While I waited for my Master to finish dinner, I called a boy I was currently dating who lived nearby. I parked near the boy’s house to eat a $5 burrito and he came out to meet me in the Porsche.
We made out a little bit, and then I told him about my night. Part of me was thrilled by the strangeness of it, high on the novelty of being someone’s servant. Me, a butler!
It didn’t occur to me in the moment, although it should have: The boy, a Mexican-American from Southern California, was raised by a single mother who made her living as a domestic worker. I was flippant about my whole new endeavor, but this kind of work was her livelihood, her life. I had many choices how I would finance myself, she had a lot fewer.
Is your class defined by how much money you have?

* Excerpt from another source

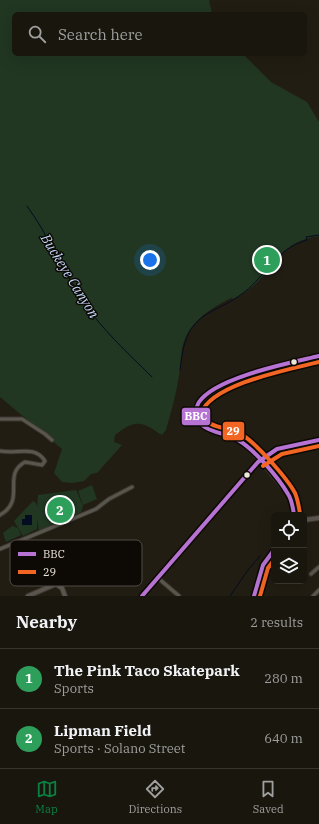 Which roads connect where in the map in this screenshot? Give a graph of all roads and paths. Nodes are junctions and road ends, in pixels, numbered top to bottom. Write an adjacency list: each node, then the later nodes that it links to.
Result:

Is it about power? Is it about coming from the right family and having a title in your name like my Master?
Or like me — and perhaps several in my generation who have dabbled in the gig economy — is it about having the time and flexibility to become a butler one day and something completely different the next?
My Master hired me, and not the other Task Rabbit Diane, because I had the right markers of class. I went to a good school, had worked for the right company. I read the New York Times and had been to Paris. He wanted a gentleman’s gentleman. That meant not seeming poor.
TaskRabbit enabled him to enjoy the trappings of his aristocratic boyhood, but on a budget. And it enabled me to be someone’s servant without actually having to think much about what that really meant.
After kissing the boy goodnight and returning to the restaurant to pick up my Master, I asked him if he would he need me to wait outside to drive him home. No, he’d just take an Uber, he replied. Of course he would. Why command just one gentleman’s gentleman when a whole fleet is at your fingertips?